### Your objective:
Apart from the pictures, which must be omitted, restate the data exactly.

### Source data:

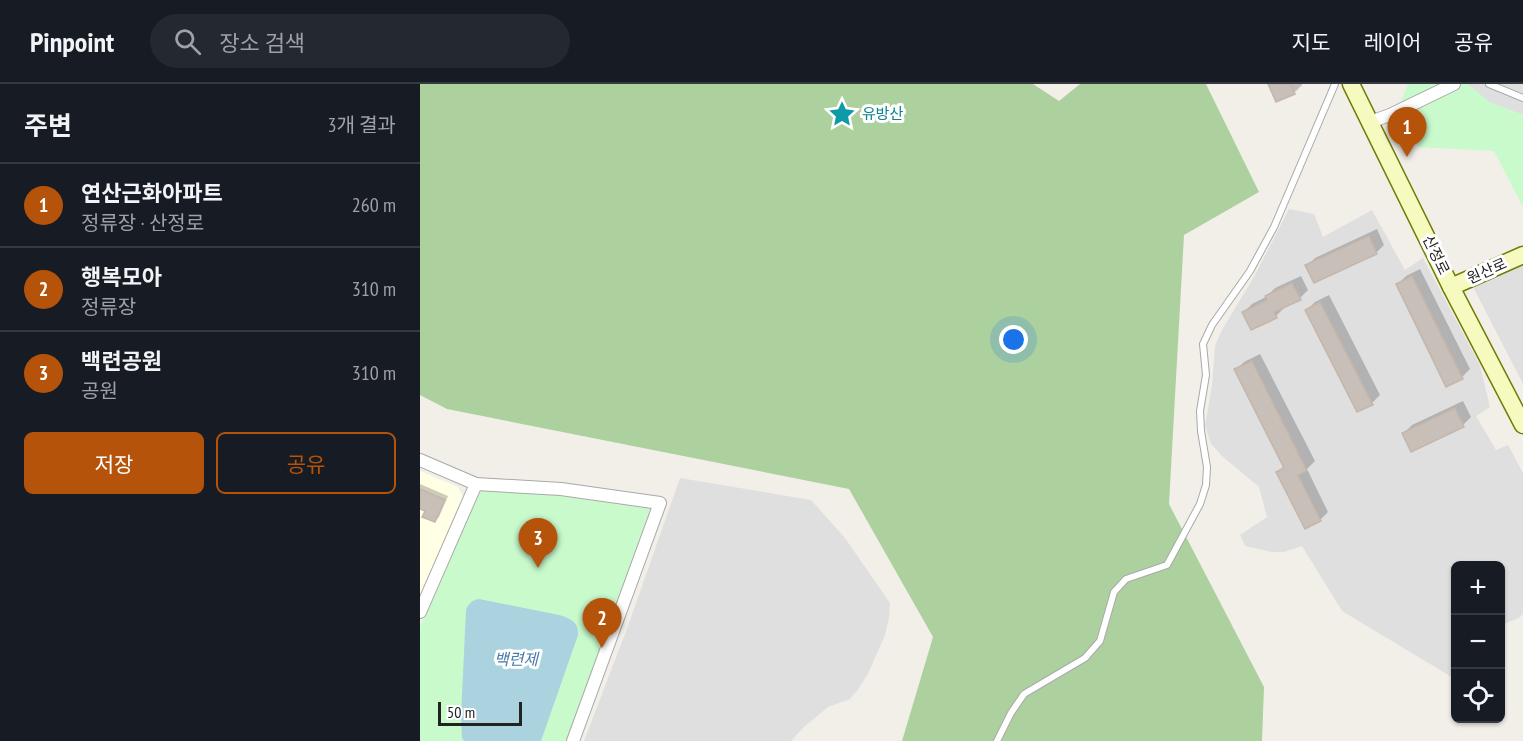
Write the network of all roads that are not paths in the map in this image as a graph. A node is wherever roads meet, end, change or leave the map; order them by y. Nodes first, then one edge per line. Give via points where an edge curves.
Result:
1 (1335, 84) edge
2 (1351, 84) edge
3 (1454, 84) edge
4 (1490, 84) edge
5 (1523, 98) edge
6 (1370, 122) junction
7 (1523, 255) edge
8 (1451, 287) junction
9 (1523, 425) edge
10 (420, 460) edge
11 (476, 484) junction
12 (420, 612) edge
13 (573, 741) edge
14 (997, 741) edge

1 - 14 lane via 1274,227 1203,345 1206,375 1200,411 1207,476 1200,504 1167,566 1126,579 1114,592 1100,641 1085,658 1024,693
2 - 6 street, 산정로
3 - 6 street
4 - 5 lane
6 - 8 street, 산정로
7 - 8 street, 원산로
8 - 9 street, 산정로
10 - 11 street
11 - 12 street
11 - 13 street via 561,489 660,503

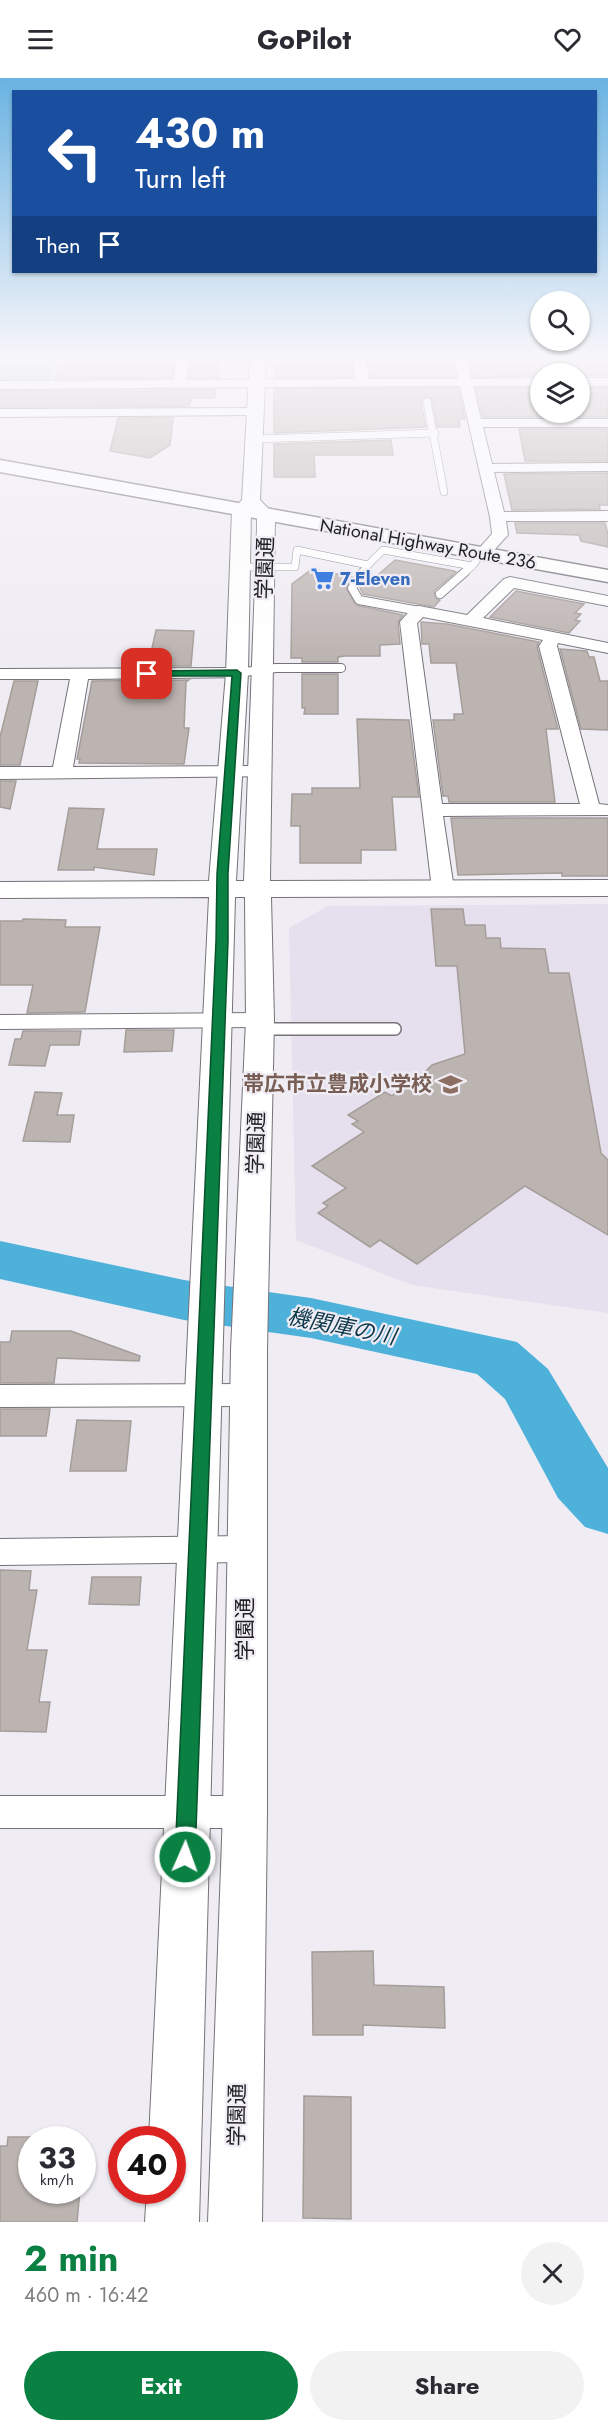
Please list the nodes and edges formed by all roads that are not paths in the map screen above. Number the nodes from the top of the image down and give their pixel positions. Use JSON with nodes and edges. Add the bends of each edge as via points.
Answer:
{"nodes":[{"id":1,"x":15,"y":459,"type":"edge"},
{"id":2,"x":254,"y":459,"type":"edge"},
{"id":3,"x":439,"y":459,"type":"edge"},
{"id":4,"x":483,"y":459,"type":"edge"},
{"id":5,"x":0,"y":466,"type":"edge"},
{"id":6,"x":608,"y":467,"type":"edge"},
{"id":7,"x":485,"y":468,"type":"junction"},
{"id":8,"x":444,"y":492,"type":"dead end"},
{"id":9,"x":252,"y":509,"type":"junction"},
{"id":10,"x":608,"y":516,"type":"edge"},
{"id":11,"x":498,"y":517,"type":"junction"},
{"id":12,"x":399,"y":546,"type":"junction"},
{"id":13,"x":482,"y":555,"type":"junction"},
{"id":14,"x":368,"y":565,"type":"junction"},
{"id":15,"x":608,"y":565,"type":"edge"},
{"id":16,"x":240,"y":567,"type":"junction"},
{"id":17,"x":266,"y":567,"type":"junction"},
{"id":18,"x":608,"y":576,"type":"edge"},
{"id":19,"x":440,"y":594,"type":"dead end"},
{"id":20,"x":608,"y":601,"type":"edge"},
{"id":21,"x":419,"y":611,"type":"junction"},
{"id":22,"x":471,"y":621,"type":"junction"},
{"id":23,"x":554,"y":637,"type":"junction"},
{"id":24,"x":608,"y":648,"type":"edge"},
{"id":25,"x":341,"y":668,"type":"dead end"},
{"id":26,"x":249,"y":671,"type":"junction"},
{"id":27,"x":0,"y":674,"type":"edge"},
{"id":28,"x":80,"y":674,"type":"junction"},
{"id":29,"x":230,"y":771,"type":"junction"},
{"id":30,"x":62,"y":772,"type":"junction"},
{"id":31,"x":261,"y":772,"type":"junction"},
{"id":32,"x":0,"y":773,"type":"edge"},
{"id":33,"x":433,"y":810,"type":"junction"},
{"id":34,"x":599,"y":810,"type":"edge"},
{"id":35,"x":608,"y":888,"type":"edge"},
{"id":36,"x":222,"y":889,"type":"junction"},
{"id":37,"x":443,"y":889,"type":"junction"},
{"id":38,"x":0,"y":890,"type":"edge"},
{"id":39,"x":258,"y":890,"type":"junction"},
{"id":40,"x":219,"y":1019,"type":"junction"},
{"id":41,"x":0,"y":1022,"type":"edge"},
{"id":42,"x":260,"y":1025,"type":"junction"},
{"id":43,"x":395,"y":1029,"type":"dead end"},
{"id":44,"x":206,"y":1395,"type":"junction"},
{"id":45,"x":248,"y":1395,"type":"junction"},
{"id":46,"x":0,"y":1396,"type":"edge"},
{"id":47,"x":199,"y":1550,"type":"junction"},
{"id":48,"x":245,"y":1550,"type":"junction"},
{"id":49,"x":0,"y":1552,"type":"edge"},
{"id":50,"x":187,"y":1811,"type":"junction"},
{"id":51,"x":0,"y":1812,"type":"edge"},
{"id":52,"x":245,"y":1812,"type":"junction"},
{"id":53,"x":172,"y":2222,"type":"edge"},
{"id":54,"x":235,"y":2222,"type":"edge"}],
"edges":[{"from":1,"to":9,"type":"highway","name":"National Highway Route 236"},
{"from":2,"to":9,"type":"street"},
{"from":3,"to":8,"type":"lane"},
{"from":4,"to":7,"type":"street"},
{"from":5,"to":9,"type":"highway","name":"National Highway Route 236"},
{"from":6,"to":7,"type":"street"},
{"from":7,"to":11,"type":"street"},
{"from":9,"to":12,"type":"highway","name":"National Highway Route 236"},
{"from":9,"to":13,"type":"highway","name":"National Highway Route 236"},
{"from":9,"to":16,"type":"street","name":"学園通"},
{"from":9,"to":17,"type":"street","name":"学園通"},
{"from":10,"to":11,"type":"street"},
{"from":11,"to":13,"type":"street","via":[[500,535]]},
{"from":12,"to":13,"type":"highway","name":"National Highway Route 236"},
{"from":12,"to":14,"type":"lane","via":[[383,550]]},
{"from":13,"to":15,"type":"highway","name":"National Highway Route 236"},
{"from":13,"to":18,"type":"highway","name":"National Highway Route 236"},
{"from":13,"to":19,"type":"lane"},
{"from":14,"to":17,"type":"lane","via":[[297,550],[295,567]]},
{"from":14,"to":21,"type":"lane","via":[[352,588],[359,600]]},
{"from":16,"to":17,"type":"lane"},
{"from":16,"to":26,"type":"street","name":"学園通"},
{"from":17,"to":26,"type":"street","name":"学園通"},
{"from":20,"to":22,"type":"street","via":[[510,582]]},
{"from":21,"to":22,"type":"street"},
{"from":21,"to":33,"type":"street","via":[[408,622]]},
{"from":22,"to":23,"type":"street"},
{"from":23,"to":24,"type":"street"},
{"from":23,"to":34,"type":"street","via":[[548,646]]},
{"from":25,"to":26,"type":"lane"},
{"from":26,"to":28,"type":"street"},
{"from":26,"to":29,"type":"street","name":"学園通"},
{"from":26,"to":31,"type":"street","name":"学園通"},
{"from":27,"to":28,"type":"street"},
{"from":28,"to":30,"type":"street"},
{"from":29,"to":30,"type":"street"},
{"from":29,"to":31,"type":"street"},
{"from":29,"to":36,"type":"street","name":"学園通"},
{"from":30,"to":32,"type":"street"},
{"from":31,"to":39,"type":"street","name":"学園通"},
{"from":33,"to":34,"type":"street"},
{"from":33,"to":37,"type":"street"},
{"from":35,"to":37,"type":"street"},
{"from":36,"to":38,"type":"street"},
{"from":36,"to":39,"type":"street"},
{"from":36,"to":40,"type":"street","name":"学園通"},
{"from":37,"to":39,"type":"street"},
{"from":39,"to":42,"type":"street","name":"学園通"},
{"from":40,"to":41,"type":"street"},
{"from":40,"to":42,"type":"street"},
{"from":40,"to":44,"type":"street","name":"学園通"},
{"from":42,"to":43,"type":"lane"},
{"from":42,"to":45,"type":"street","name":"学園通"},
{"from":44,"to":45,"type":"street"},
{"from":44,"to":46,"type":"street"},
{"from":44,"to":47,"type":"street","name":"学園通"},
{"from":45,"to":48,"type":"street","name":"学園通"},
{"from":47,"to":48,"type":"street"},
{"from":47,"to":49,"type":"street"},
{"from":47,"to":50,"type":"street","name":"学園通"},
{"from":48,"to":52,"type":"street","name":"学園通"},
{"from":50,"to":51,"type":"street"},
{"from":50,"to":52,"type":"street"},
{"from":50,"to":53,"type":"street","name":"学園通"},
{"from":52,"to":54,"type":"street","name":"学園通"}]}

### Written answer:
Write the network of all roads that are not paths in the map in this image as a graph. A node is wherever roads meet, end, change or leave the map; order them by y. Nodes first, then one edge per line. Give via points where an edge curves.
Result:
1 (1335, 84) edge
2 (1351, 84) edge
3 (1454, 84) edge
4 (1490, 84) edge
5 (1523, 98) edge
6 (1370, 122) junction
7 (1523, 255) edge
8 (1451, 287) junction
9 (1523, 425) edge
10 (420, 460) edge
11 (476, 484) junction
12 (420, 612) edge
13 (573, 741) edge
14 (997, 741) edge

1 - 14 lane via 1274,227 1203,345 1206,375 1200,411 1207,476 1200,504 1167,566 1126,579 1114,592 1100,641 1085,658 1024,693
2 - 6 street, 산정로
3 - 6 street
4 - 5 lane
6 - 8 street, 산정로
7 - 8 street, 원산로
8 - 9 street, 산정로
10 - 11 street
11 - 12 street
11 - 13 street via 561,489 660,503

Please list the nodes and edges formed by all roads that are not paths in the map screen above. Number the nodes from the top of the image down and give their pixel positions. Use JSON with nodes and edges. Add the bends of each edge as via points.
Answer:
{"nodes":[{"id":1,"x":15,"y":459,"type":"edge"},
{"id":2,"x":254,"y":459,"type":"edge"},
{"id":3,"x":439,"y":459,"type":"edge"},
{"id":4,"x":483,"y":459,"type":"edge"},
{"id":5,"x":0,"y":466,"type":"edge"},
{"id":6,"x":608,"y":467,"type":"edge"},
{"id":7,"x":485,"y":468,"type":"junction"},
{"id":8,"x":444,"y":492,"type":"dead end"},
{"id":9,"x":252,"y":509,"type":"junction"},
{"id":10,"x":608,"y":516,"type":"edge"},
{"id":11,"x":498,"y":517,"type":"junction"},
{"id":12,"x":399,"y":546,"type":"junction"},
{"id":13,"x":482,"y":555,"type":"junction"},
{"id":14,"x":368,"y":565,"type":"junction"},
{"id":15,"x":608,"y":565,"type":"edge"},
{"id":16,"x":240,"y":567,"type":"junction"},
{"id":17,"x":266,"y":567,"type":"junction"},
{"id":18,"x":608,"y":576,"type":"edge"},
{"id":19,"x":440,"y":594,"type":"dead end"},
{"id":20,"x":608,"y":601,"type":"edge"},
{"id":21,"x":419,"y":611,"type":"junction"},
{"id":22,"x":471,"y":621,"type":"junction"},
{"id":23,"x":554,"y":637,"type":"junction"},
{"id":24,"x":608,"y":648,"type":"edge"},
{"id":25,"x":341,"y":668,"type":"dead end"},
{"id":26,"x":249,"y":671,"type":"junction"},
{"id":27,"x":0,"y":674,"type":"edge"},
{"id":28,"x":80,"y":674,"type":"junction"},
{"id":29,"x":230,"y":771,"type":"junction"},
{"id":30,"x":62,"y":772,"type":"junction"},
{"id":31,"x":261,"y":772,"type":"junction"},
{"id":32,"x":0,"y":773,"type":"edge"},
{"id":33,"x":433,"y":810,"type":"junction"},
{"id":34,"x":599,"y":810,"type":"edge"},
{"id":35,"x":608,"y":888,"type":"edge"},
{"id":36,"x":222,"y":889,"type":"junction"},
{"id":37,"x":443,"y":889,"type":"junction"},
{"id":38,"x":0,"y":890,"type":"edge"},
{"id":39,"x":258,"y":890,"type":"junction"},
{"id":40,"x":219,"y":1019,"type":"junction"},
{"id":41,"x":0,"y":1022,"type":"edge"},
{"id":42,"x":260,"y":1025,"type":"junction"},
{"id":43,"x":395,"y":1029,"type":"dead end"},
{"id":44,"x":206,"y":1395,"type":"junction"},
{"id":45,"x":248,"y":1395,"type":"junction"},
{"id":46,"x":0,"y":1396,"type":"edge"},
{"id":47,"x":199,"y":1550,"type":"junction"},
{"id":48,"x":245,"y":1550,"type":"junction"},
{"id":49,"x":0,"y":1552,"type":"edge"},
{"id":50,"x":187,"y":1811,"type":"junction"},
{"id":51,"x":0,"y":1812,"type":"edge"},
{"id":52,"x":245,"y":1812,"type":"junction"},
{"id":53,"x":172,"y":2222,"type":"edge"},
{"id":54,"x":235,"y":2222,"type":"edge"}],
"edges":[{"from":1,"to":9,"type":"highway","name":"National Highway Route 236"},
{"from":2,"to":9,"type":"street"},
{"from":3,"to":8,"type":"lane"},
{"from":4,"to":7,"type":"street"},
{"from":5,"to":9,"type":"highway","name":"National Highway Route 236"},
{"from":6,"to":7,"type":"street"},
{"from":7,"to":11,"type":"street"},
{"from":9,"to":12,"type":"highway","name":"National Highway Route 236"},
{"from":9,"to":13,"type":"highway","name":"National Highway Route 236"},
{"from":9,"to":16,"type":"street","name":"学園通"},
{"from":9,"to":17,"type":"street","name":"学園通"},
{"from":10,"to":11,"type":"street"},
{"from":11,"to":13,"type":"street","via":[[500,535]]},
{"from":12,"to":13,"type":"highway","name":"National Highway Route 236"},
{"from":12,"to":14,"type":"lane","via":[[383,550]]},
{"from":13,"to":15,"type":"highway","name":"National Highway Route 236"},
{"from":13,"to":18,"type":"highway","name":"National Highway Route 236"},
{"from":13,"to":19,"type":"lane"},
{"from":14,"to":17,"type":"lane","via":[[297,550],[295,567]]},
{"from":14,"to":21,"type":"lane","via":[[352,588],[359,600]]},
{"from":16,"to":17,"type":"lane"},
{"from":16,"to":26,"type":"street","name":"学園通"},
{"from":17,"to":26,"type":"street","name":"学園通"},
{"from":20,"to":22,"type":"street","via":[[510,582]]},
{"from":21,"to":22,"type":"street"},
{"from":21,"to":33,"type":"street","via":[[408,622]]},
{"from":22,"to":23,"type":"street"},
{"from":23,"to":24,"type":"street"},
{"from":23,"to":34,"type":"street","via":[[548,646]]},
{"from":25,"to":26,"type":"lane"},
{"from":26,"to":28,"type":"street"},
{"from":26,"to":29,"type":"street","name":"学園通"},
{"from":26,"to":31,"type":"street","name":"学園通"},
{"from":27,"to":28,"type":"street"},
{"from":28,"to":30,"type":"street"},
{"from":29,"to":30,"type":"street"},
{"from":29,"to":31,"type":"street"},
{"from":29,"to":36,"type":"street","name":"学園通"},
{"from":30,"to":32,"type":"street"},
{"from":31,"to":39,"type":"street","name":"学園通"},
{"from":33,"to":34,"type":"street"},
{"from":33,"to":37,"type":"street"},
{"from":35,"to":37,"type":"street"},
{"from":36,"to":38,"type":"street"},
{"from":36,"to":39,"type":"street"},
{"from":36,"to":40,"type":"street","name":"学園通"},
{"from":37,"to":39,"type":"street"},
{"from":39,"to":42,"type":"street","name":"学園通"},
{"from":40,"to":41,"type":"street"},
{"from":40,"to":42,"type":"street"},
{"from":40,"to":44,"type":"street","name":"学園通"},
{"from":42,"to":43,"type":"lane"},
{"from":42,"to":45,"type":"street","name":"学園通"},
{"from":44,"to":45,"type":"street"},
{"from":44,"to":46,"type":"street"},
{"from":44,"to":47,"type":"street","name":"学園通"},
{"from":45,"to":48,"type":"street","name":"学園通"},
{"from":47,"to":48,"type":"street"},
{"from":47,"to":49,"type":"street"},
{"from":47,"to":50,"type":"street","name":"学園通"},
{"from":48,"to":52,"type":"street","name":"学園通"},
{"from":50,"to":51,"type":"street"},
{"from":50,"to":52,"type":"street"},
{"from":50,"to":53,"type":"street","name":"学園通"},
{"from":52,"to":54,"type":"street","name":"学園通"}]}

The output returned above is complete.